Compilation Inconsistency Attack
Novel technique introduced
Deep learning (DL) compilers are core infrastructure in modern DL systems, offering flexibility and scalability beyond vendor-specific libraries. This work uncovers a fundamental vulnerability in their design: can an official, unmodified compiler alter a model's semantics during compilation and introduce hidden backdoors? We study both adversarial and natural settings. In the adversarial case, we craft benign models where triggers have no effect pre-compilation but become effective backdoors after compilation. Tested on six models, three commercial compilers, and two hardware platforms, our attack yields 100% success on triggered inputs while preserving normal accuracy and remaining undetected by state-of-the-art detectors. The attack generalizes across compilers, hardware, and floating-point settings. In the natural setting, we analyze the top 100 HuggingFace models (including one with 220M+ downloads) and find natural triggers in 31 models. This shows that compilers can introduce risks even without adversarial manipulation. Our results reveal an overlooked threat: unmodified DL compilers can silently alter model semantics. To our knowledge, this is the first work to expose inherent security risks in DL compiler design, opening a new direction for secure and trustworthy ML.
Key Contributions
- First work to demonstrate that official, unmodified DL compilers can silently alter model semantics, introducing hidden backdoors with 100% trigger success across 6 models, 3 commercial compilers, and 2 hardware platforms.
- Adversarial attack methodology for crafting benign pre-compilation models whose latent triggers become effective backdoors post-compilation, evading state-of-the-art backdoor detectors.
- Natural vulnerability analysis of the top 100 HuggingFace models revealing natural compiler-induced triggers in 31 models (including one with 220M+ downloads), showing this threat exists without adversarial intent.
🛡️ Threat Analysis
The attack vector is explicitly the DL compiler infrastructure — official, unmodified commercial compilers (core ML supply chain components).

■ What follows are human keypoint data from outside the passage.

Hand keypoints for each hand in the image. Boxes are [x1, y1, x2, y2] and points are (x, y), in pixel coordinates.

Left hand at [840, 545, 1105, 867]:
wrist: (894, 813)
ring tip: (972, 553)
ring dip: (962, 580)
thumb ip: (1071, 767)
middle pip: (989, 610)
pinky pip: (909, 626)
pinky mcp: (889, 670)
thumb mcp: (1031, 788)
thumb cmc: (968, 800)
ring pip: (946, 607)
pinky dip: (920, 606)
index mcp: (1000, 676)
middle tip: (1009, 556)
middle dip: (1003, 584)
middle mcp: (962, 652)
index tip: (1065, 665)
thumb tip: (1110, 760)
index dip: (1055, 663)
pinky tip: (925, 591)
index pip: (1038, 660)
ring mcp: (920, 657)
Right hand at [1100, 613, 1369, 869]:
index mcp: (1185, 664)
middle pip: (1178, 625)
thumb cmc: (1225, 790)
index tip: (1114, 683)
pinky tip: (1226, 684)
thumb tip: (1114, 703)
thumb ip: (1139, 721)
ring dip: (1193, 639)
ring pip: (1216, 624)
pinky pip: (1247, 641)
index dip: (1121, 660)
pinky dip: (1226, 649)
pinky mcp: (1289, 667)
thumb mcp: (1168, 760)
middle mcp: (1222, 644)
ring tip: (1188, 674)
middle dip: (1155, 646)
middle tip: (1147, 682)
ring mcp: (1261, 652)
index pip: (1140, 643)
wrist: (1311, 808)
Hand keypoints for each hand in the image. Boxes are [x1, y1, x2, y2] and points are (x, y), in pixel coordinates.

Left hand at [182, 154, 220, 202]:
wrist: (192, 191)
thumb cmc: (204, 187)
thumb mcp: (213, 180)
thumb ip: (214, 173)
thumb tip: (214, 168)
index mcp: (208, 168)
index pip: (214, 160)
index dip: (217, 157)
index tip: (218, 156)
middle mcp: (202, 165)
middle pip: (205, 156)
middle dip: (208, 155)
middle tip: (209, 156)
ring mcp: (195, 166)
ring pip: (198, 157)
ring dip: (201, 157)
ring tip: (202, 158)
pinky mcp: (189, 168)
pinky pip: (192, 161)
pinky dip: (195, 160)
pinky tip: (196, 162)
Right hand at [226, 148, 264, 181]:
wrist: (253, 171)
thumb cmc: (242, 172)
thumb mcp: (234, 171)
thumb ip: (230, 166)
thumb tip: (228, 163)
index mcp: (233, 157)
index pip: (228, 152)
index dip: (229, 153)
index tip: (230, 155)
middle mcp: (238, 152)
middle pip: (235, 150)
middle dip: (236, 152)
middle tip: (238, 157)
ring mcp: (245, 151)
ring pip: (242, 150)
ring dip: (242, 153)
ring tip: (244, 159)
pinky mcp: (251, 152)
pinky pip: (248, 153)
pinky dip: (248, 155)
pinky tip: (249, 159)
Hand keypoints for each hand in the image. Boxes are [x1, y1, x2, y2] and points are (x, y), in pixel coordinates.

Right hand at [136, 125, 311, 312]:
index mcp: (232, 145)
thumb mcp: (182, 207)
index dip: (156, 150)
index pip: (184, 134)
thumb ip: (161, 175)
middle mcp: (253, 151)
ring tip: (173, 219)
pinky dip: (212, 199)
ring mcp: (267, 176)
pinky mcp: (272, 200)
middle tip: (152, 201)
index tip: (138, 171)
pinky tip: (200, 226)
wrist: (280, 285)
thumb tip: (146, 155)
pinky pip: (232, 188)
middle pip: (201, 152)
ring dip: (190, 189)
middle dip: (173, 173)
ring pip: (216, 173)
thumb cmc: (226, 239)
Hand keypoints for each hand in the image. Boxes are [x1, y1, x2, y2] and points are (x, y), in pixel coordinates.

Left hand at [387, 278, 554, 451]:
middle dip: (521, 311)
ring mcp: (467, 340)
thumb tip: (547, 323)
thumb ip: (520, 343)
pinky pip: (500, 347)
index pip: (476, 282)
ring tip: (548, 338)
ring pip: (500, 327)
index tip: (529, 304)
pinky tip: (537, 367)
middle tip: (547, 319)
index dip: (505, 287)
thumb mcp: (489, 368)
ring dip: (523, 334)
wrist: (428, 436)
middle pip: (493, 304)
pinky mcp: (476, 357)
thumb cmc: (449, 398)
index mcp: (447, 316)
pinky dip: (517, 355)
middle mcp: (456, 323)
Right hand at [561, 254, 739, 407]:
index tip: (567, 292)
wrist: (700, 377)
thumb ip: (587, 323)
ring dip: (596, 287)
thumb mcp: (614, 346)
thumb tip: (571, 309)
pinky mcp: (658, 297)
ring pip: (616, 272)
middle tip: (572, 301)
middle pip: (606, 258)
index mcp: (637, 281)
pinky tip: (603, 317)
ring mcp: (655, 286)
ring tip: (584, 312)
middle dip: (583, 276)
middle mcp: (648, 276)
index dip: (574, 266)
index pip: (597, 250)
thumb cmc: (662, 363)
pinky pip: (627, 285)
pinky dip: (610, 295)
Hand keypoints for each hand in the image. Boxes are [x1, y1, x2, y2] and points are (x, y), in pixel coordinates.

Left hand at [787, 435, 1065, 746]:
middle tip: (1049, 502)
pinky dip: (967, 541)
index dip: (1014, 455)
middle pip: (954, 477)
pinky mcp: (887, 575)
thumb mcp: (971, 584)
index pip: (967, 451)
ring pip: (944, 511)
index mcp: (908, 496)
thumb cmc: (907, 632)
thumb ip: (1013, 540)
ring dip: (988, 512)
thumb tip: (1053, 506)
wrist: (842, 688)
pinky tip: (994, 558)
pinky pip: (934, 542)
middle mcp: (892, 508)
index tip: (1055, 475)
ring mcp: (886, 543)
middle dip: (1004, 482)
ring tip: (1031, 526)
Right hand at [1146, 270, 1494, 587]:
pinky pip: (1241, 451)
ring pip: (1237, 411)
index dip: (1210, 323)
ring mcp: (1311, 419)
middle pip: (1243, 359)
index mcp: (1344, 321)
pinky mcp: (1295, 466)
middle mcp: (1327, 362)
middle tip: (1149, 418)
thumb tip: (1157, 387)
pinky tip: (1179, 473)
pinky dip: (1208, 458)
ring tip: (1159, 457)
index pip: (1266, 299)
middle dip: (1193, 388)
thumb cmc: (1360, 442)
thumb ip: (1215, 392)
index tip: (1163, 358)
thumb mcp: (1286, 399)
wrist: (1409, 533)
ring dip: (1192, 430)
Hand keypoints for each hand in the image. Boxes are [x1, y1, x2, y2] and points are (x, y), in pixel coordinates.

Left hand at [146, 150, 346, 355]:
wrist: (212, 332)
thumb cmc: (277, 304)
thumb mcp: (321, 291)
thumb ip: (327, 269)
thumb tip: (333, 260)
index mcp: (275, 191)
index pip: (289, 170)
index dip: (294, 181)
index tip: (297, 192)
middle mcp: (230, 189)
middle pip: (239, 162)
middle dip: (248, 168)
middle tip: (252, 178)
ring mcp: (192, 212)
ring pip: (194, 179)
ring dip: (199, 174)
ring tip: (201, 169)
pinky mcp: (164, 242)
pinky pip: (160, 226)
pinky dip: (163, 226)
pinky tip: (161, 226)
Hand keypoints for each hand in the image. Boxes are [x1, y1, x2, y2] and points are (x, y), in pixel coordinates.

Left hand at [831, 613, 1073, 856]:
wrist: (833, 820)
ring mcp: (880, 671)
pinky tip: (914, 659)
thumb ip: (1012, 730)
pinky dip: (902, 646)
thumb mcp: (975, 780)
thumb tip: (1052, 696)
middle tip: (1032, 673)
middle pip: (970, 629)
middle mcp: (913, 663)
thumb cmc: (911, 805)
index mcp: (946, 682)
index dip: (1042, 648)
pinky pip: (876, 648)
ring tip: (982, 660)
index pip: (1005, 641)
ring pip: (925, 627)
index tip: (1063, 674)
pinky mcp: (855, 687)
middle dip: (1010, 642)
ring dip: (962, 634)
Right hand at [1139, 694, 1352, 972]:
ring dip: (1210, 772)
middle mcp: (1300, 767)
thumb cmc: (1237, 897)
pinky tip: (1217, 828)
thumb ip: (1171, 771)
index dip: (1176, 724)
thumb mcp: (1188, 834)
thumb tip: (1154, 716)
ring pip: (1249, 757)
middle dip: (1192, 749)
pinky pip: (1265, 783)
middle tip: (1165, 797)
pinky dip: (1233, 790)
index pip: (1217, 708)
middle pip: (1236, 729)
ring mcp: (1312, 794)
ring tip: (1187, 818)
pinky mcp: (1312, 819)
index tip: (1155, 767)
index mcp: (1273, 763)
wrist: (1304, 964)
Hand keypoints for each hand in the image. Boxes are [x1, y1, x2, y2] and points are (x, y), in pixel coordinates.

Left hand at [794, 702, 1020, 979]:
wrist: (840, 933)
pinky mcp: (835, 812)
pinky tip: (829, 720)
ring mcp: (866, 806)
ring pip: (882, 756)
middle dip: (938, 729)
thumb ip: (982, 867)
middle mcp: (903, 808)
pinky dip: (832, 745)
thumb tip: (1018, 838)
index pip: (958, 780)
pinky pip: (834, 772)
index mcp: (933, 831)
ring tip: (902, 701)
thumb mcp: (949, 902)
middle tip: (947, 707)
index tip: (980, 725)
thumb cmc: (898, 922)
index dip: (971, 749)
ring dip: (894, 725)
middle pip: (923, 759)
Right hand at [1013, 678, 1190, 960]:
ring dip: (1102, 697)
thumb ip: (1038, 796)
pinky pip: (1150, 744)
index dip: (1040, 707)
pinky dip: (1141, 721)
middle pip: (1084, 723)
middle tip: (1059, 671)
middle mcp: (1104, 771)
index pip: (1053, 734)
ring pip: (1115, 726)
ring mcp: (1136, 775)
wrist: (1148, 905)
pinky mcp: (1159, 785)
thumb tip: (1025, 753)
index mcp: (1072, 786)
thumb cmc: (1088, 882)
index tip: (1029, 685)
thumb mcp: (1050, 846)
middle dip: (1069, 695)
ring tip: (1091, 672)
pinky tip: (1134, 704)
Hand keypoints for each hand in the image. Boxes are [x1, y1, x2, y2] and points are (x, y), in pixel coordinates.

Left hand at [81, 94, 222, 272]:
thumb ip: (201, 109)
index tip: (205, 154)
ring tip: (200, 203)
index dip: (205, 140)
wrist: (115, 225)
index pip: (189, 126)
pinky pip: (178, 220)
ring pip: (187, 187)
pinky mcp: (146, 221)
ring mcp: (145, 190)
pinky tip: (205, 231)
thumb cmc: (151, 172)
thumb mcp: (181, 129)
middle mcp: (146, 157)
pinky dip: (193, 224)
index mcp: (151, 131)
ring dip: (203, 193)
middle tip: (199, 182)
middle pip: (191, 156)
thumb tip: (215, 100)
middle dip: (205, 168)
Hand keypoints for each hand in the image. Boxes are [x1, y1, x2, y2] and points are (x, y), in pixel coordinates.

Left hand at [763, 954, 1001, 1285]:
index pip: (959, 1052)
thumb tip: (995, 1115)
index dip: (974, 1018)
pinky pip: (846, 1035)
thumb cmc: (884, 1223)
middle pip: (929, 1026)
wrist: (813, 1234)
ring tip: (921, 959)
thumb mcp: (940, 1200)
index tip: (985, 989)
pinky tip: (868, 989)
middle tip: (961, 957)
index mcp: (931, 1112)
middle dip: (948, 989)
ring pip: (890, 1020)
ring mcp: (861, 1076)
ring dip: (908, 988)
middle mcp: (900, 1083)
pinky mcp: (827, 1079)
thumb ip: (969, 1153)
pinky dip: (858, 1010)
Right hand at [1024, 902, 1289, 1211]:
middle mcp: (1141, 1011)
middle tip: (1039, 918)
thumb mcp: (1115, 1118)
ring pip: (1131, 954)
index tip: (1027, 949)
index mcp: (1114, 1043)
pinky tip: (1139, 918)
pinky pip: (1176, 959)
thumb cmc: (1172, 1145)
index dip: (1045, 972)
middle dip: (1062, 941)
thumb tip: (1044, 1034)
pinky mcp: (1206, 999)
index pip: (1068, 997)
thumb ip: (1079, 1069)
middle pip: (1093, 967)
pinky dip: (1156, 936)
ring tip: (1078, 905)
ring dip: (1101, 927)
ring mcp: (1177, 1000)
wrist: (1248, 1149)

The paper exposes that deploying a model through a standard compilation pipeline can introduce backdoor behavior even without adversarial modification of the compiler itself. The natural setting showing HuggingFace models acquiring triggers post-compilation further implicates the supply chain.
The attack's end result is a classic backdoor: hidden, targeted malicious behavior (misclassification on triggered inputs) that activates only with specific triggers while the model behaves normally otherwise. The paper crafts models with latent triggers that become effective backdoors only after compilation, and finds natural triggers in 31 of the top 100 HuggingFace models post-compilation.